Reproduce word for word, from the entries below, the line with "thumb cmc: (387, 449)", the line with "wrist: (464, 475)", and every line between them, and nothing more.

Collection entries:
──────
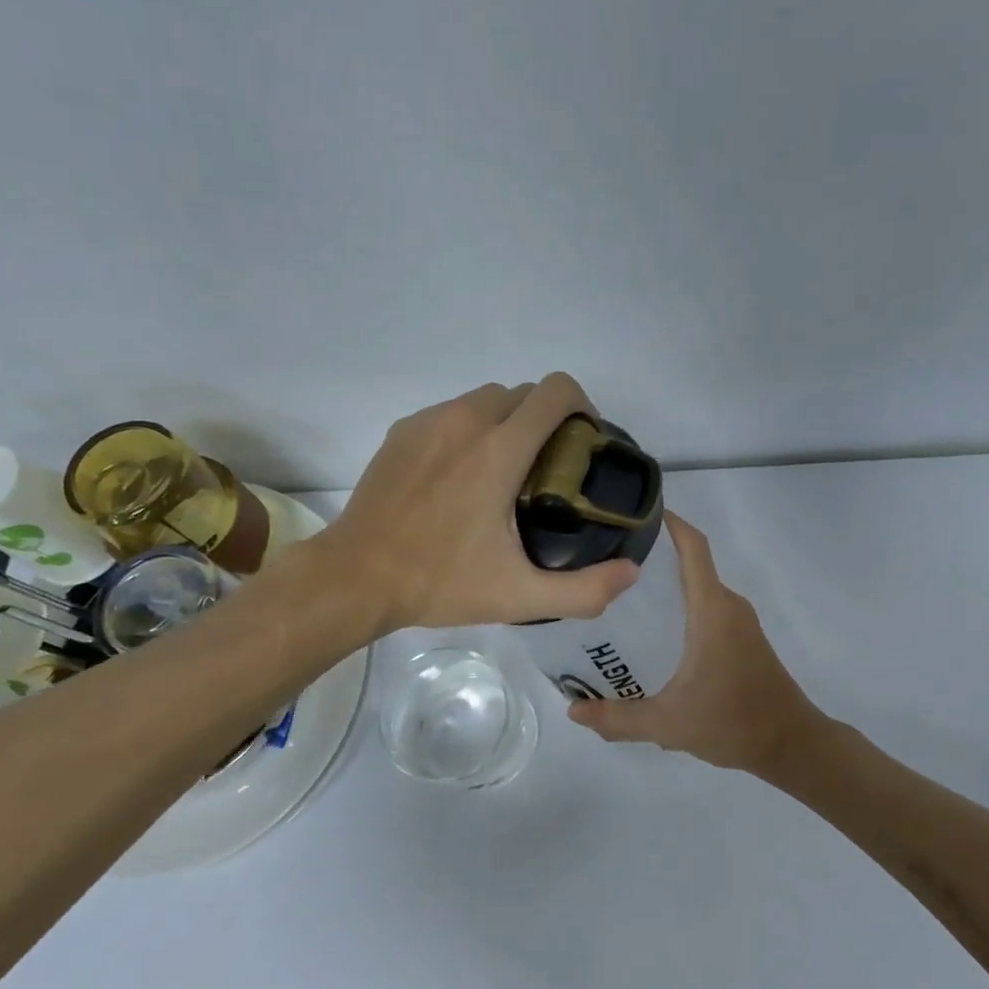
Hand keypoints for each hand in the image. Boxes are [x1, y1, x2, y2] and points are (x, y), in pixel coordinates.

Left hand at [327, 374, 640, 631]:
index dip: (582, 407)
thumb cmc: (440, 583)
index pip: (556, 391)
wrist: (356, 576)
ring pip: (486, 399)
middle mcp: (466, 420)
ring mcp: (429, 422)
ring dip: (508, 423)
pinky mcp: (403, 431)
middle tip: (547, 470)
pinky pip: (451, 413)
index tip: (583, 444)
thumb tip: (632, 571)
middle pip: (525, 393)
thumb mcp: (520, 597)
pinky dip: (469, 431)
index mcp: (500, 450)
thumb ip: (584, 589)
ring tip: (504, 473)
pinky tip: (460, 477)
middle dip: (546, 421)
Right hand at [566, 515, 824, 774]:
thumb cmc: (733, 722)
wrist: (792, 744)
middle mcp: (728, 605)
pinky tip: (652, 629)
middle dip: (652, 556)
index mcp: (711, 610)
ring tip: (618, 594)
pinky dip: (681, 603)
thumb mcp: (668, 723)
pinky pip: (707, 605)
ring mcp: (739, 621)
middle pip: (690, 562)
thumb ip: (618, 718)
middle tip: (604, 563)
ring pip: (699, 586)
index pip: (693, 547)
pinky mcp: (743, 637)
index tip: (634, 513)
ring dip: (665, 582)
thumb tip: (573, 712)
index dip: (669, 523)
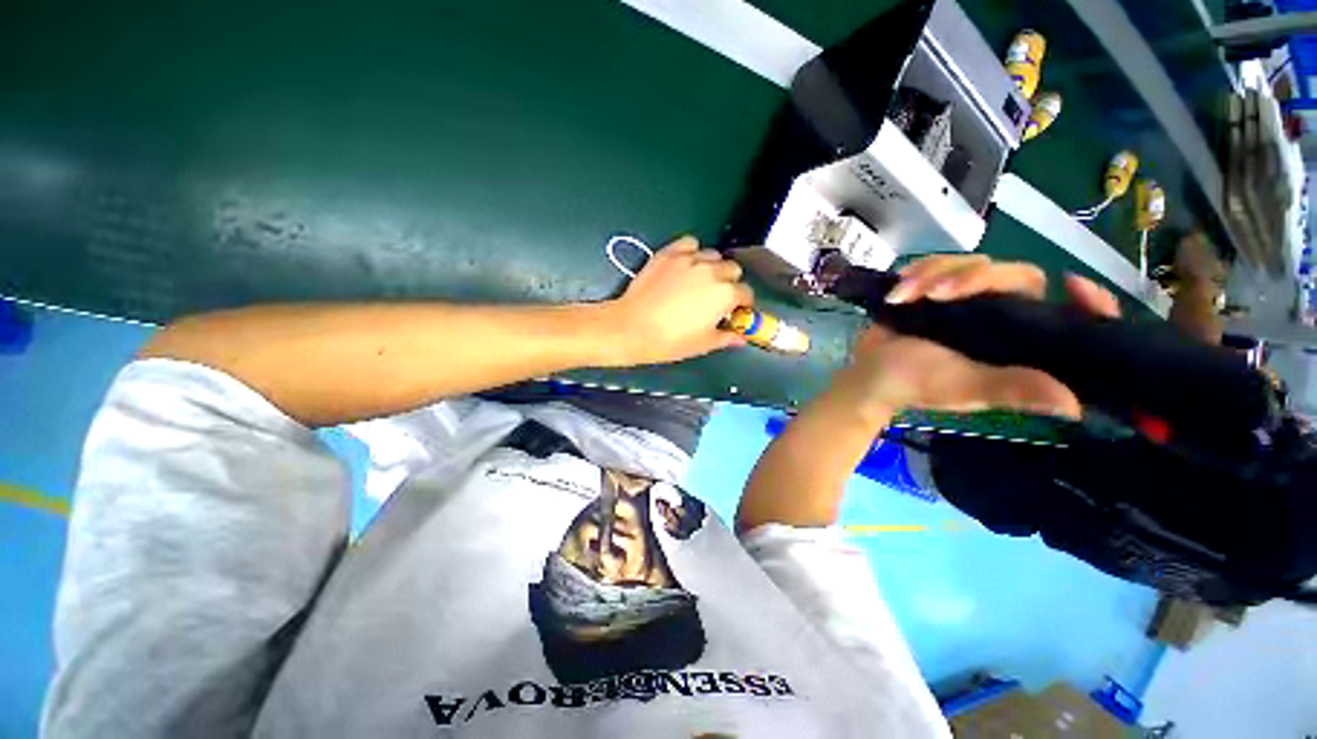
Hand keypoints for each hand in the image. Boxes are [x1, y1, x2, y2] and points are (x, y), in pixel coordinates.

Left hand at [605, 236, 753, 365]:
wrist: (632, 328)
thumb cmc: (671, 341)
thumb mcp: (703, 344)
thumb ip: (726, 337)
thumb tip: (740, 338)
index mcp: (725, 294)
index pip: (746, 293)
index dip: (742, 304)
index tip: (733, 313)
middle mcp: (712, 271)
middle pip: (732, 269)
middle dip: (729, 282)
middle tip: (716, 298)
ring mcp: (689, 259)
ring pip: (712, 255)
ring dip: (712, 266)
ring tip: (700, 280)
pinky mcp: (669, 254)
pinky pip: (689, 243)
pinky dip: (692, 251)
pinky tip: (685, 265)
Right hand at [838, 254, 1120, 417]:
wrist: (870, 374)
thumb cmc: (916, 384)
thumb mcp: (965, 389)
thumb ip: (1011, 389)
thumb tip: (1074, 405)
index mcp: (1018, 340)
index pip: (1066, 313)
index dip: (1086, 299)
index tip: (1074, 283)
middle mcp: (1001, 314)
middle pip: (1014, 274)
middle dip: (973, 277)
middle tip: (936, 295)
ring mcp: (966, 299)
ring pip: (971, 263)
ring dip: (933, 274)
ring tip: (903, 296)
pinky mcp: (935, 289)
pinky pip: (938, 264)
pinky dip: (918, 271)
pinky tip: (900, 287)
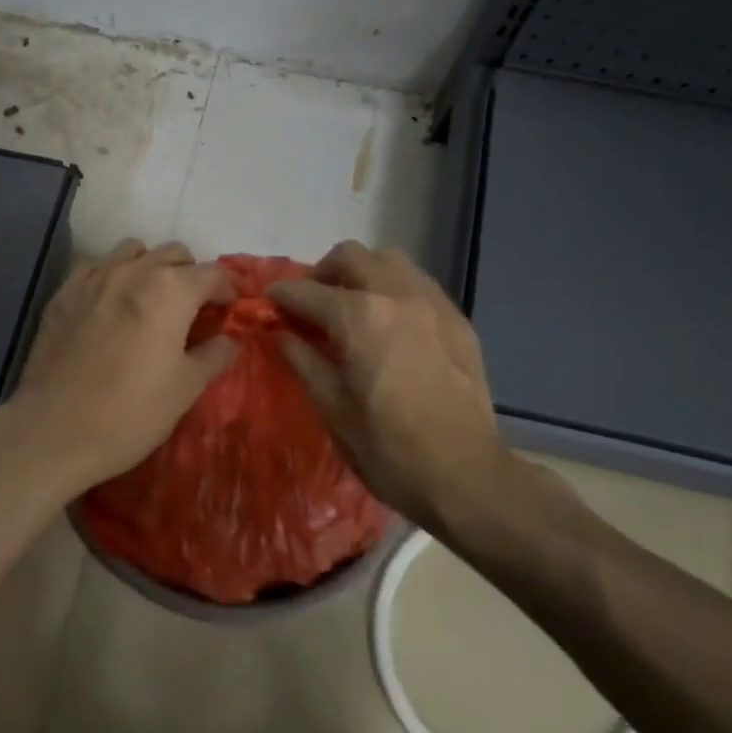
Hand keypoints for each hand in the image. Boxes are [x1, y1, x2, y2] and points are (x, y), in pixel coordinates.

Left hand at [12, 240, 237, 493]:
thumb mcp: (186, 388)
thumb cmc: (131, 413)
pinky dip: (111, 275)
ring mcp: (92, 279)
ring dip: (149, 267)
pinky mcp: (62, 295)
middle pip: (173, 254)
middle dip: (190, 275)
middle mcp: (132, 272)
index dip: (228, 290)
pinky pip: (94, 267)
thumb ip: (214, 355)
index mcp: (170, 291)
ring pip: (132, 251)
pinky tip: (110, 304)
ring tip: (150, 300)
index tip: (230, 311)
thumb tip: (229, 339)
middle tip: (192, 309)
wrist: (55, 431)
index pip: (212, 274)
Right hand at [266, 242, 583, 563]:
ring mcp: (434, 304)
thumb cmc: (387, 449)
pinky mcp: (458, 321)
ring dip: (362, 273)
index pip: (307, 292)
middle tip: (310, 303)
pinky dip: (394, 290)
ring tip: (350, 307)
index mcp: (360, 318)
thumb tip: (280, 333)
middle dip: (322, 273)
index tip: (267, 304)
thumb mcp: (332, 408)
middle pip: (352, 257)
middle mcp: (397, 296)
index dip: (281, 296)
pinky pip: (419, 285)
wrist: (464, 475)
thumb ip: (303, 360)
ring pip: (390, 261)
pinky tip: (388, 324)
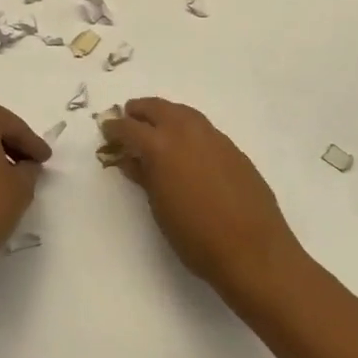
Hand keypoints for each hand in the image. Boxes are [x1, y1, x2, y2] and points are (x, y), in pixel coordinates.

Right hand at [105, 98, 306, 306]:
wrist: (252, 249)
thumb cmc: (196, 237)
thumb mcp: (160, 208)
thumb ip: (144, 177)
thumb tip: (130, 159)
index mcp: (161, 147)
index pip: (130, 128)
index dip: (115, 128)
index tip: (106, 129)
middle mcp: (187, 132)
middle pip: (158, 108)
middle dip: (140, 111)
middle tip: (128, 117)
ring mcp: (214, 137)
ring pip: (183, 112)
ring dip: (165, 114)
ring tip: (156, 126)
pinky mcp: (232, 148)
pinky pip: (202, 127)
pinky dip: (187, 127)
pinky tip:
──────
— Result below —
thumb cmc: (387, 449)
pinky mcp: (458, 321)
ring dip: (362, 273)
index pip: (307, 292)
middle tip: (310, 303)
pinky dip: (394, 290)
ring tip: (350, 307)
index mcp: (360, 318)
thumb tip: (280, 333)
middle dip: (322, 273)
index tip: (267, 304)
thumb mcp: (332, 408)
middle pip: (352, 257)
middle mcp: (397, 296)
index dip: (281, 296)
pinky pip: (419, 285)
wrist: (464, 475)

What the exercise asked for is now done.